_About this task:_ I'd like the data beneath this line reproduced exactly, without any of its images.

* * * * * * *

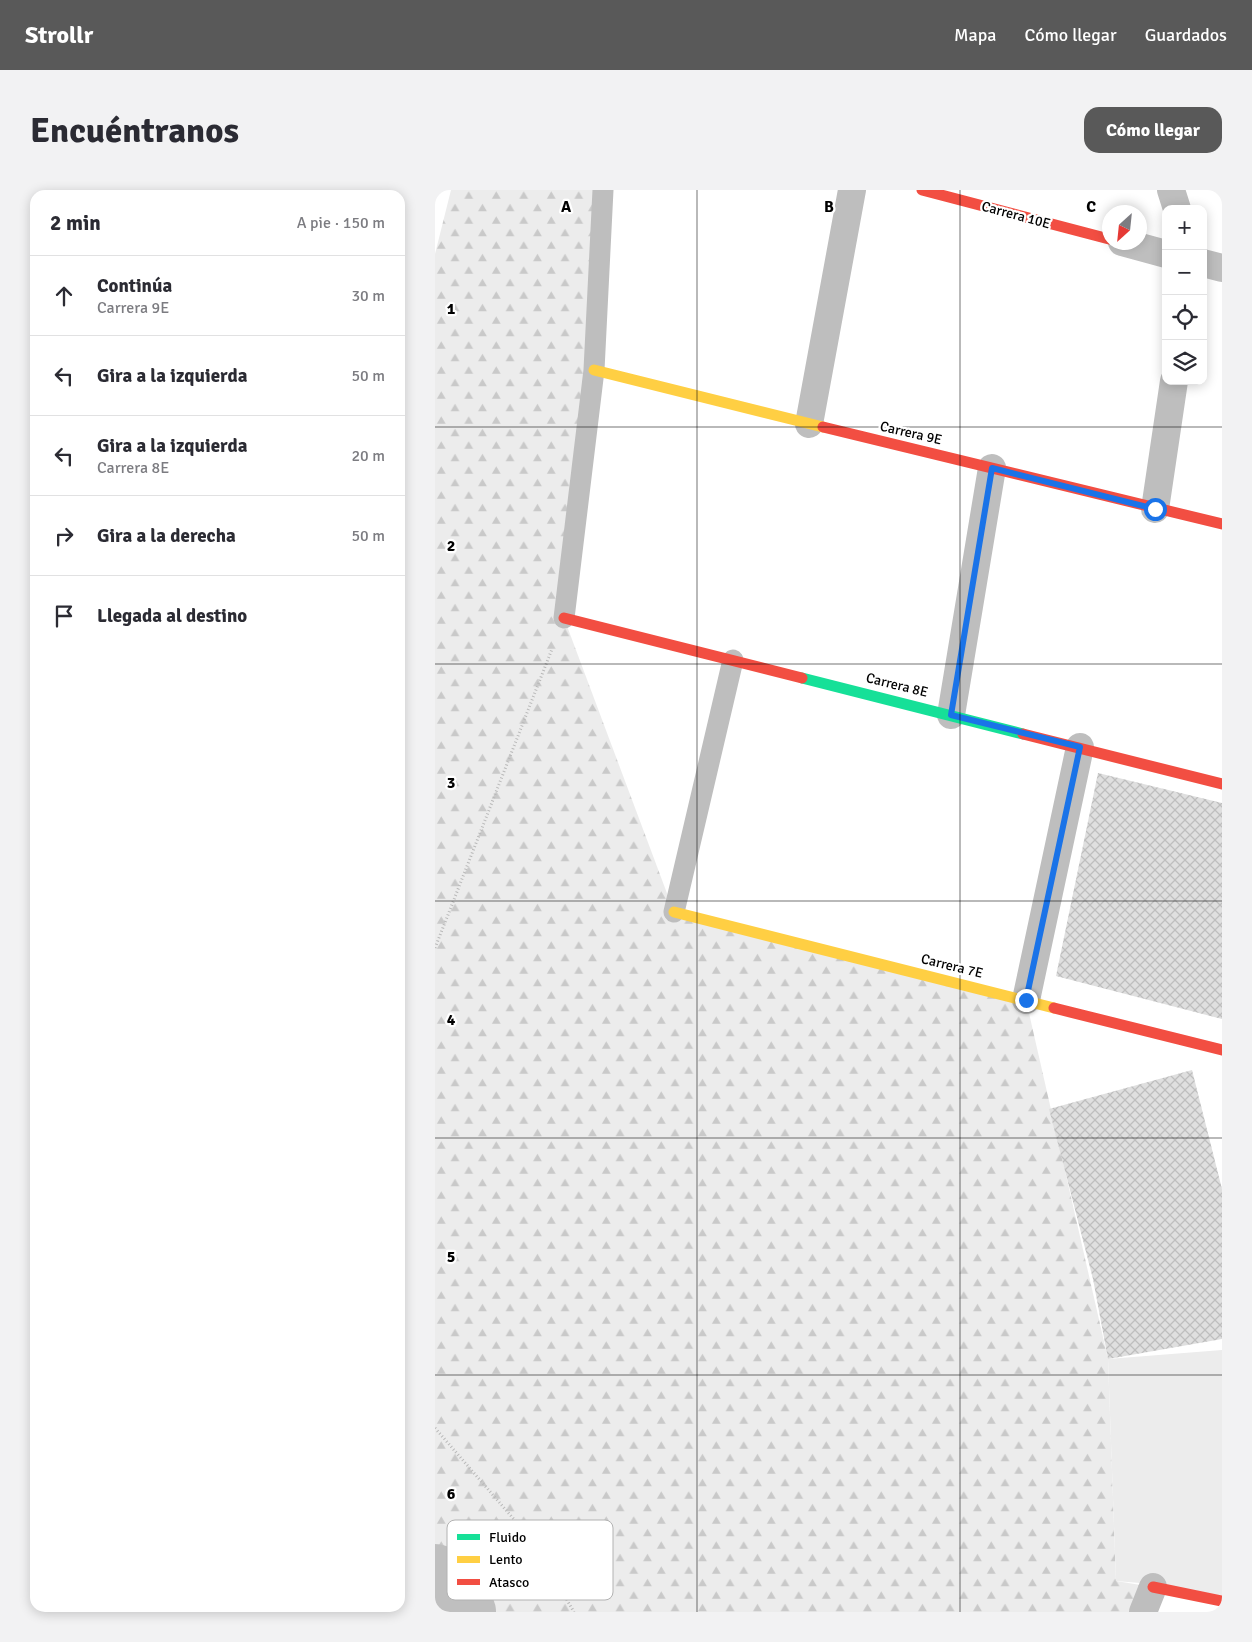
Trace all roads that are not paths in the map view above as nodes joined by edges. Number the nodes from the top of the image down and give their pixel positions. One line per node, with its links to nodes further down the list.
1 (603, 190): 11 (lane)
2 (851, 190): 13 (street)
3 (922, 190): 6 (street, Carrera 10E)
4 (1171, 190): 5 (street)
5 (1176, 205)
6 (1102, 237)
7 (1147, 249): 8 (street)
8 (1162, 253)
9 (1207, 265): 10 (street)
10 (1222, 268)
11 (594, 370): 13 (street, Carrera 9E); 17 (lane)
12 (1173, 385): 15 (street)
13 (809, 424): 14 (street, Carrera 9E)
14 (992, 468): 15 (street, Carrera 9E); 19 (street)
15 (1155, 509): 16 (street, Carrera 9E)
16 (1222, 524)
17 (563, 618): 18 (street, Carrera 8E)
18 (733, 660): 19 (street, Carrera 8E); 22 (lane)
19 (951, 715): 20 (street, Carrera 8E)
20 (1080, 747): 21 (street, Carrera 8E); 23 (street)
21 (1222, 784)
22 (674, 912): 23 (street, Carrera 7E)
23 (1026, 1000): 24 (street, Carrera 7E)
24 (1222, 1050)
25 (1153, 1587): 26 (street); 27 (street)
26 (1222, 1601)
27 (1143, 1612)

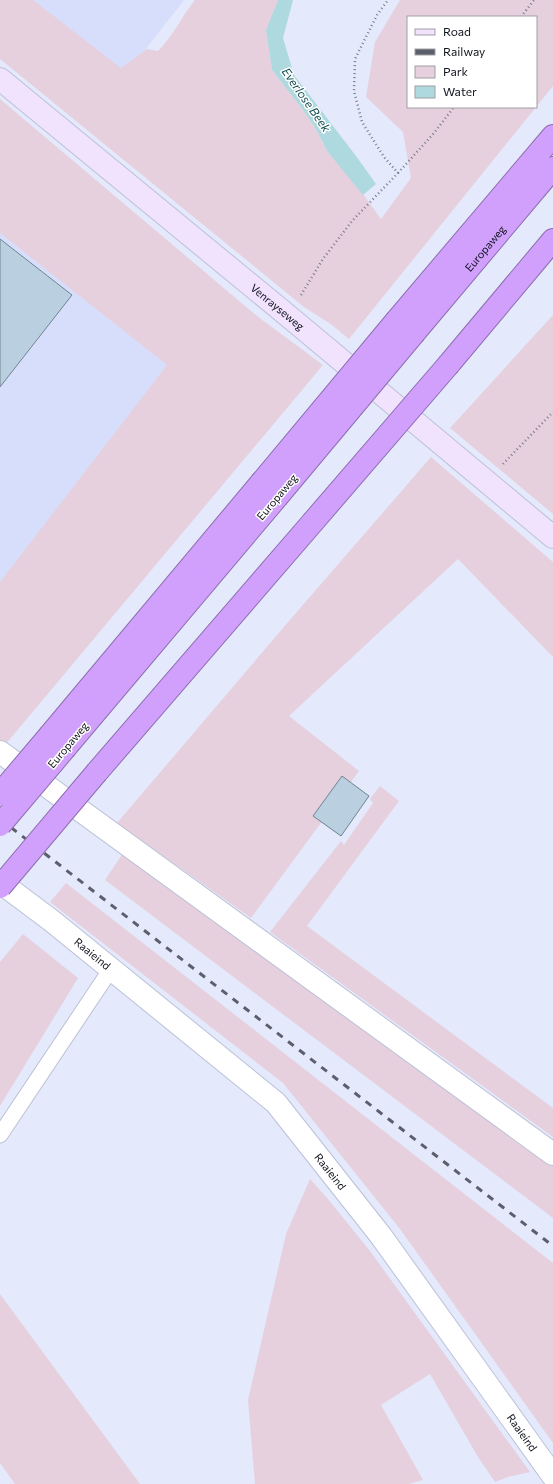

* * * * * * *

_Exercise solution:_
Trace all roads that are not paths in the map view above as nodes joined by edges. Number the nodes from the top of the image down and give their pixel positions. One line per node, with its links to nodes further down the list.
1 (603, 190): 11 (lane)
2 (851, 190): 13 (street)
3 (922, 190): 6 (street, Carrera 10E)
4 (1171, 190): 5 (street)
5 (1176, 205)
6 (1102, 237)
7 (1147, 249): 8 (street)
8 (1162, 253)
9 (1207, 265): 10 (street)
10 (1222, 268)
11 (594, 370): 13 (street, Carrera 9E); 17 (lane)
12 (1173, 385): 15 (street)
13 (809, 424): 14 (street, Carrera 9E)
14 (992, 468): 15 (street, Carrera 9E); 19 (street)
15 (1155, 509): 16 (street, Carrera 9E)
16 (1222, 524)
17 (563, 618): 18 (street, Carrera 8E)
18 (733, 660): 19 (street, Carrera 8E); 22 (lane)
19 (951, 715): 20 (street, Carrera 8E)
20 (1080, 747): 21 (street, Carrera 8E); 23 (street)
21 (1222, 784)
22 (674, 912): 23 (street, Carrera 7E)
23 (1026, 1000): 24 (street, Carrera 7E)
24 (1222, 1050)
25 (1153, 1587): 26 (street); 27 (street)
26 (1222, 1601)
27 (1143, 1612)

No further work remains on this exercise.